Fed Talks "Green Shoots" in Public
You’ve heard the old axiom “Do as I say, not as I do”? Today, the Federal Reserve’s done one better: “Do as we say, not as we forecast.”
Despite all the mentions of “green shoots” of recovery sprouting about — the “tentative signs” that the recession is easing — the fine details of Federal Open Market Committee minutes released yesterday painted a clear picture: The worst is yet to come.
Funny how that works, eh? If Mr. Bernanke were to sit before Congress and say, “I expect unemployment, inflation and our economy at large to all deteriorate for the rest of the year; it’s even worse than we predicted back in January,” that would cause quite a commotion.

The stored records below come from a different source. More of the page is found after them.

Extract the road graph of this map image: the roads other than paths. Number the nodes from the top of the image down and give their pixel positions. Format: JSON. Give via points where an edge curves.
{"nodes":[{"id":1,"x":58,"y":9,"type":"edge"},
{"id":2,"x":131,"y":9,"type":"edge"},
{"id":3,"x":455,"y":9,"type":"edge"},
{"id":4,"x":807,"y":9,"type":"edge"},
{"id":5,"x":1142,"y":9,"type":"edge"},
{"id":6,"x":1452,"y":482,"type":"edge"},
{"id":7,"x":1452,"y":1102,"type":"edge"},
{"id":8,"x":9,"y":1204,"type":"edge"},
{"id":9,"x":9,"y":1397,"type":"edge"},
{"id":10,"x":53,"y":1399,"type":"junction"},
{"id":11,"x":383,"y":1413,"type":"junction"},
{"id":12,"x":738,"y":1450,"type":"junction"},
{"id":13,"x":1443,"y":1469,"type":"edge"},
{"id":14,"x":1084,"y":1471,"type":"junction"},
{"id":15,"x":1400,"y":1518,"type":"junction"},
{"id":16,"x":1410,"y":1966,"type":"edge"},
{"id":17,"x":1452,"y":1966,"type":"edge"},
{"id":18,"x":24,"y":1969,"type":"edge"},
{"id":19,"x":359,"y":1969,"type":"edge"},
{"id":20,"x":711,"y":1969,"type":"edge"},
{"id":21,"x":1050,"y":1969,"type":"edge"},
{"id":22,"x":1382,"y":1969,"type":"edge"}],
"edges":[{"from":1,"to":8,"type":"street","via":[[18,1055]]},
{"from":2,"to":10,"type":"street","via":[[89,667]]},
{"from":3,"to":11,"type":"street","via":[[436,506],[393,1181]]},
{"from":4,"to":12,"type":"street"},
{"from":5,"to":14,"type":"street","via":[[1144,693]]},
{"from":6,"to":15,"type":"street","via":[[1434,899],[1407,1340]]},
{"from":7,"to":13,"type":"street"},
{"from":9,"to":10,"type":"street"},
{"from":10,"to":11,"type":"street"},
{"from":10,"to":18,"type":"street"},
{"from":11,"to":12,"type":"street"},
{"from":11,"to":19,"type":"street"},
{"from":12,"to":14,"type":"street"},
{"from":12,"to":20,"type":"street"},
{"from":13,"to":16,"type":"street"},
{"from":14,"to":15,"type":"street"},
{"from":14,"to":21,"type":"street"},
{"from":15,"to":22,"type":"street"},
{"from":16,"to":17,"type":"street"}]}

But that’s the beauty of fine print. These forecasts can be found at the end of the FOMC’s 20-page release, in a hard-to-interpret table. Only someone who’s being paid to do so would have the patience (or stupidity) to sift through the 6,800-plus words preceding it.
“Fed Chairman Bernanke’s ‘green shoots’ are sprouting, but only for inflation,” writes John Williams, “not for a turnaround in collapsing economic activity.

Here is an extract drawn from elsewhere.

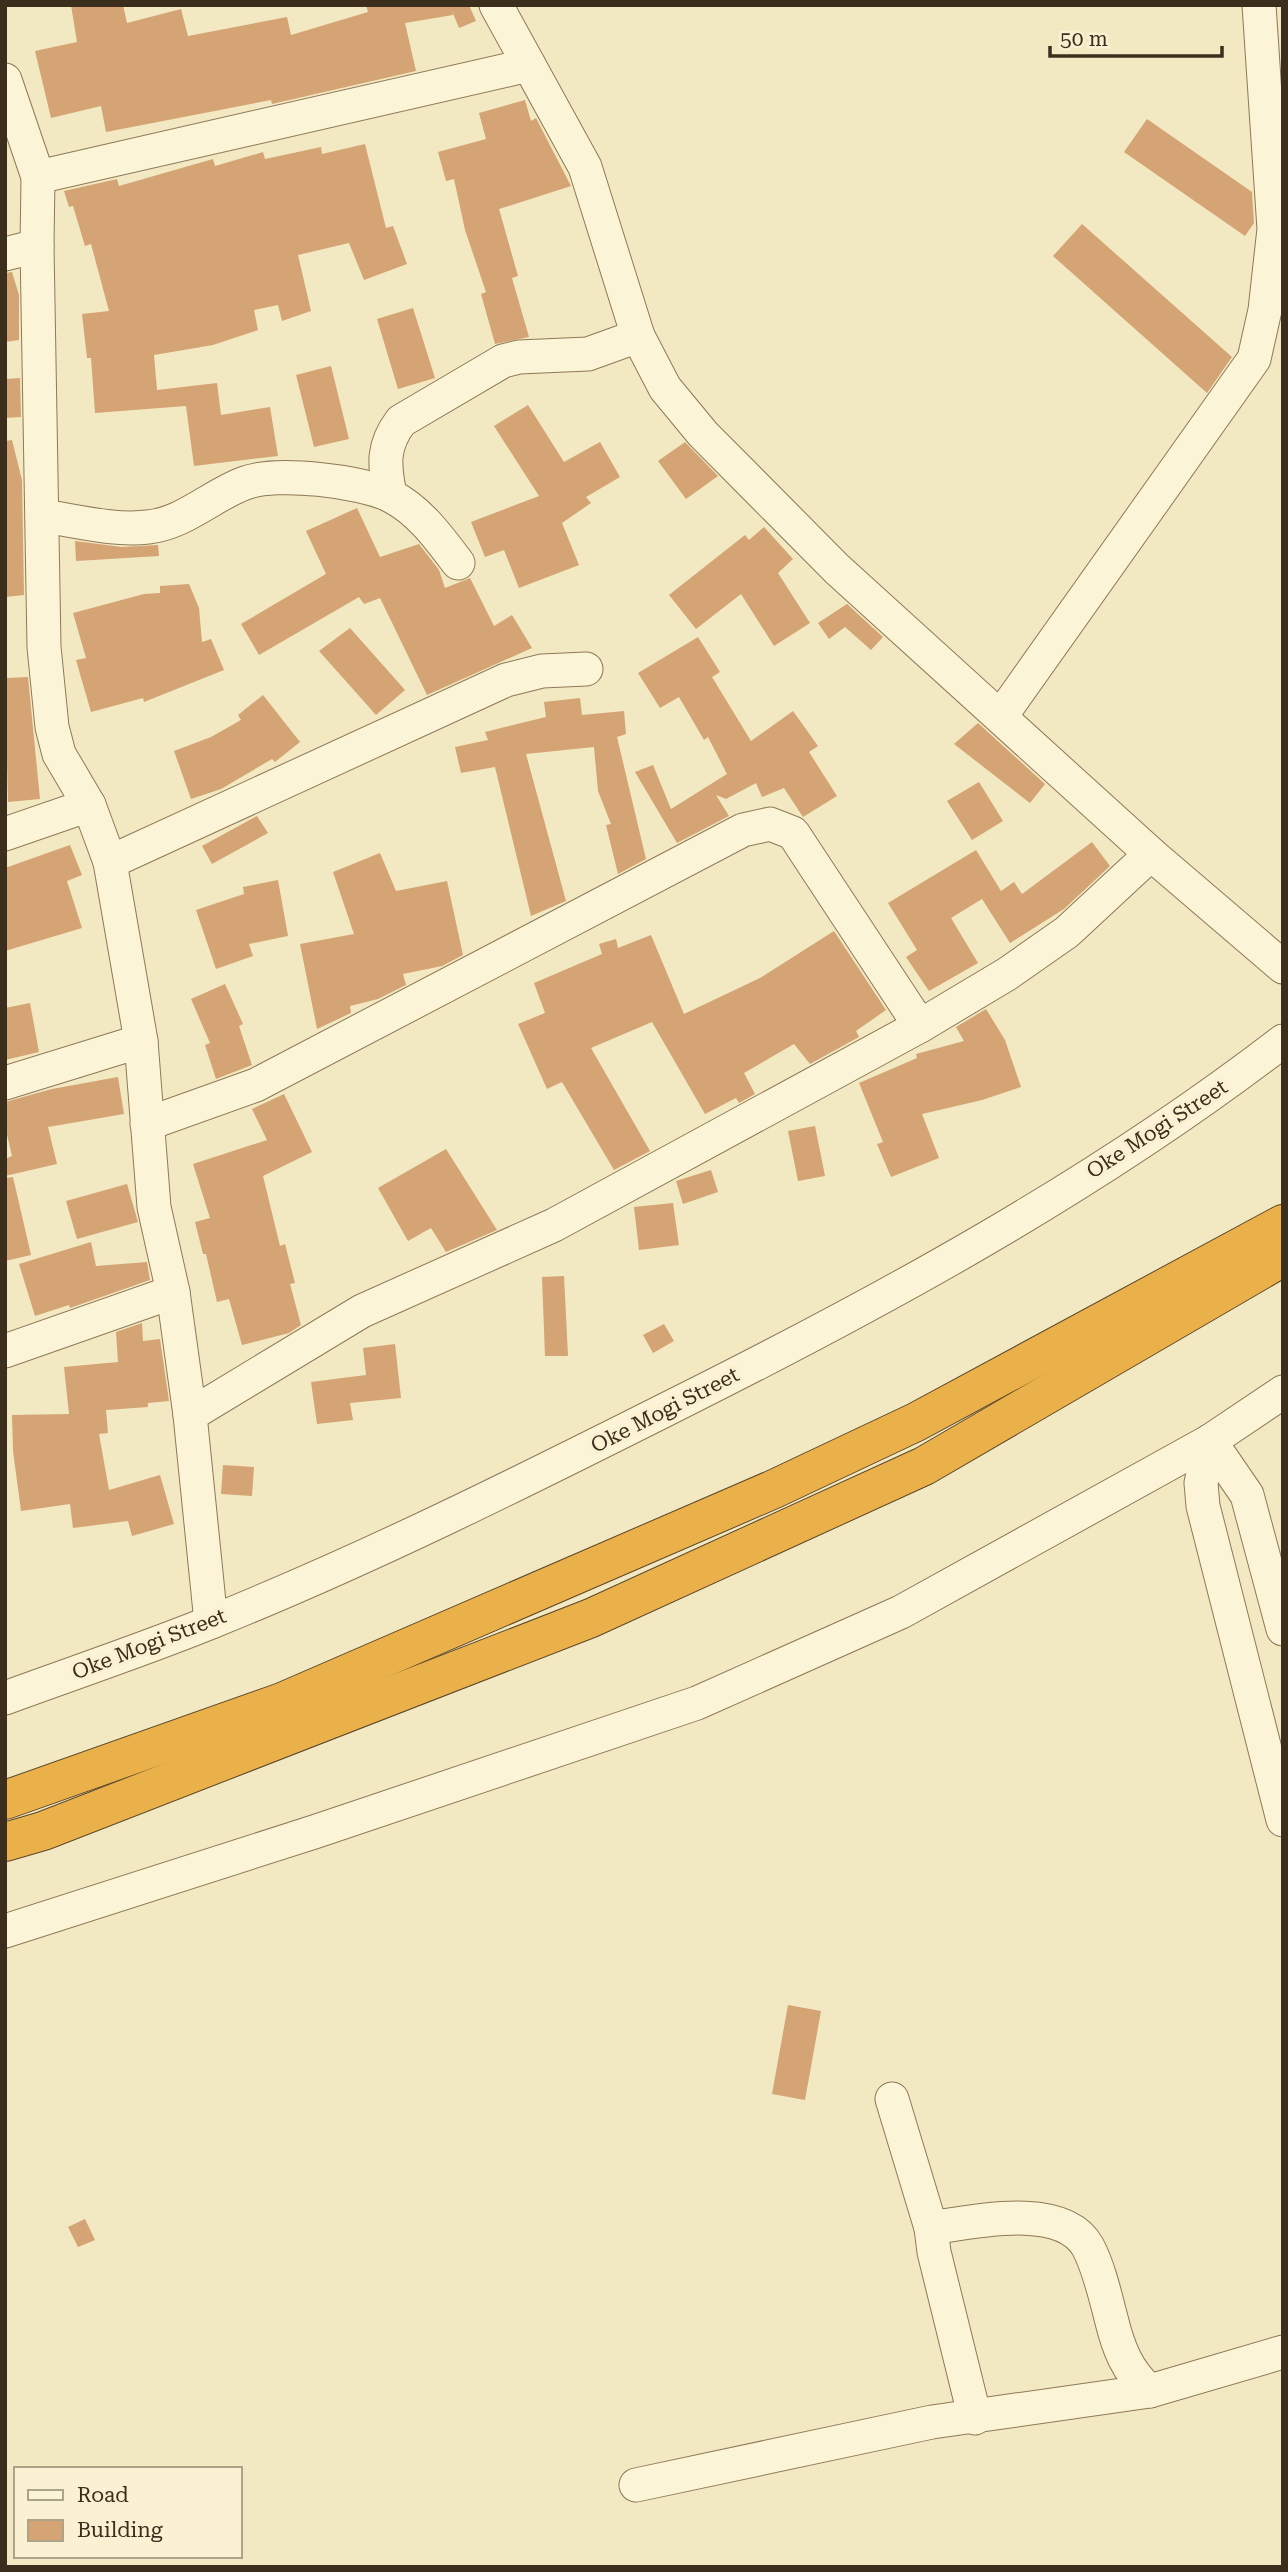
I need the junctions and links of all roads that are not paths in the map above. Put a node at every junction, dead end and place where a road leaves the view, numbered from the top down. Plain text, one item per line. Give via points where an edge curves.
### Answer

“Thanks at least partially to the Fed’s efforts to debase the U.S. dollar, the greenback has been in gradual decline recently. Largely reflecting the dollar’s weakness, oil prices are their highest since early November, and gasoline prices appear likely to be up 12-13% in May, versus April, nearly double the rate of the monthly gain seen last year.
“Irrespective of any near-term market volatility, long-range weakness in the dollar should be reflected in long-range upside pressures on U.S. dollar-denominated commodity prices (particularly oil) and on related upside pressures on U.S. consumer inflation.”